Jeffrey William Gillette for defendant-appellant.
INMAN, Judge.
Robert Wayne Hudgins (“Defendant”) appeals from a judgment entered
following his conviction for driving while impaired (“DWI”). Defendant’s sole
contention on appeal is that the trial court erred by denying his motion to dismiss for
insufficient evidence at the close of evidence. We find no error.
Background
STATE V. HUDGINS
Opinion of the Court
The evidence presented at trial tends to show that Defendant was involved in
a one-car accident at approximately 9:30 p.m. on the night of 24 September 2013.
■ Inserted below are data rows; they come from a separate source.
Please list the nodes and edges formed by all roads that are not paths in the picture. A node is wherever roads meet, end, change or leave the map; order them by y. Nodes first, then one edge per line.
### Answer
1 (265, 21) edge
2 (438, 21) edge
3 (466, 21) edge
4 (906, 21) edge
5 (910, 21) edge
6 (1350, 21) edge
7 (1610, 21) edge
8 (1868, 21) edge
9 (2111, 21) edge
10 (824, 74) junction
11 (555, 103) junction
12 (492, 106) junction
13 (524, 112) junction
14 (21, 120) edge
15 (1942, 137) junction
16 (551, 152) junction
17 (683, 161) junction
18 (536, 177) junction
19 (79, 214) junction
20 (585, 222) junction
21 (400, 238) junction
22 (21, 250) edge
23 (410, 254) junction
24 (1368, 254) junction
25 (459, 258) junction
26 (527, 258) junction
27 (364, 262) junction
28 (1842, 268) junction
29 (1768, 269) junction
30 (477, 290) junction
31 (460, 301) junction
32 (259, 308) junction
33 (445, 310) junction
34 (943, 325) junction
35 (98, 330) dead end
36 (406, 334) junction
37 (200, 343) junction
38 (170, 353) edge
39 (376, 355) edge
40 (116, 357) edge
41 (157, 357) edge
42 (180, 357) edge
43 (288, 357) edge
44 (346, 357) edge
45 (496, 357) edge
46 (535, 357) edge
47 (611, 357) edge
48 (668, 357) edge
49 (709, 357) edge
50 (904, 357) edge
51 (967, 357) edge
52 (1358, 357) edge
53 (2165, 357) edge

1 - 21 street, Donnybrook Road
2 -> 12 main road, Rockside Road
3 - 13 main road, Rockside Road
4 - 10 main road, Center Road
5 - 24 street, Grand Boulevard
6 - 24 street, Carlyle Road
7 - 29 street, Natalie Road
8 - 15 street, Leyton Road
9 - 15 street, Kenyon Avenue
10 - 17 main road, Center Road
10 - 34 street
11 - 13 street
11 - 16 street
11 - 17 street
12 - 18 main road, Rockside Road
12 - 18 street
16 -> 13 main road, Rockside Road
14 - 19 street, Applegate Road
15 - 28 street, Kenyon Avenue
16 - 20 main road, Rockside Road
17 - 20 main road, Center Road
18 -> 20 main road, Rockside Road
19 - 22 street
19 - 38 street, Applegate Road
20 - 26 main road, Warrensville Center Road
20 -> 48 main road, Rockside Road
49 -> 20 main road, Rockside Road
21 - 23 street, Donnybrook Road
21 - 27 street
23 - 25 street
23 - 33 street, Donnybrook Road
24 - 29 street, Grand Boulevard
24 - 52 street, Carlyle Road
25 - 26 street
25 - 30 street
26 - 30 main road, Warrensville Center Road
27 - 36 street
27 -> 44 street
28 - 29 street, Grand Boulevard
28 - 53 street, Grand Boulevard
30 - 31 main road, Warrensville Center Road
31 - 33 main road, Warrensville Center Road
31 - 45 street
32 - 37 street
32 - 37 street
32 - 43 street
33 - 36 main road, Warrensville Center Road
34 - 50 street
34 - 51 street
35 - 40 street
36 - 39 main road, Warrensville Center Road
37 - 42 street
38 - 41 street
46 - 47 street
Defendant’s car crossed over the center line, went straight through a turn, and
collided with the guardrail. Madison County Deputy Jeff Elkins (“Elkins”) responded
to the scene and found Defendant standing by his vehicle. Elkins engaged Defendant
in conversation and noticed Defendant was “uneasy on his feet,” had slurred speech,
and had a faint odor of alcohol on his breath. Defendant told Elkins that a deer ran
into the path of his car, causing the accident. Elkins did not observe any “swerve
marks on the highway.” When Elkins asked Defendant about the odor of alcohol,
Defendant admitted to drinking wine earlier that day. Within minutes of Elkins’
arrival, Defendant began complaining of back pain and requested an ambulance.
State Trooper Jeremy Carver (“Carver”) arrived on the scene at approximately
10:30 p.m., just as Defendant was loaded into the ambulance. Before leaving the
accident scene, Elkins informed Carver that he believed Defendant to be impaired.
Carver remained at the accident site for approximately fifteen to twenty-five minutes
before following Defendant to the hospital.
Carver arrived at the hospital at midnight and found Defendant strapped to a
gurney in the hallway of the crowded emergency room. Carver questioned Defendant
about the accident and observed signs of impairment. Specifically, Carver noted that
Defendant exhibited glassy eyes, slow speech, and a “strong” odor of alcohol.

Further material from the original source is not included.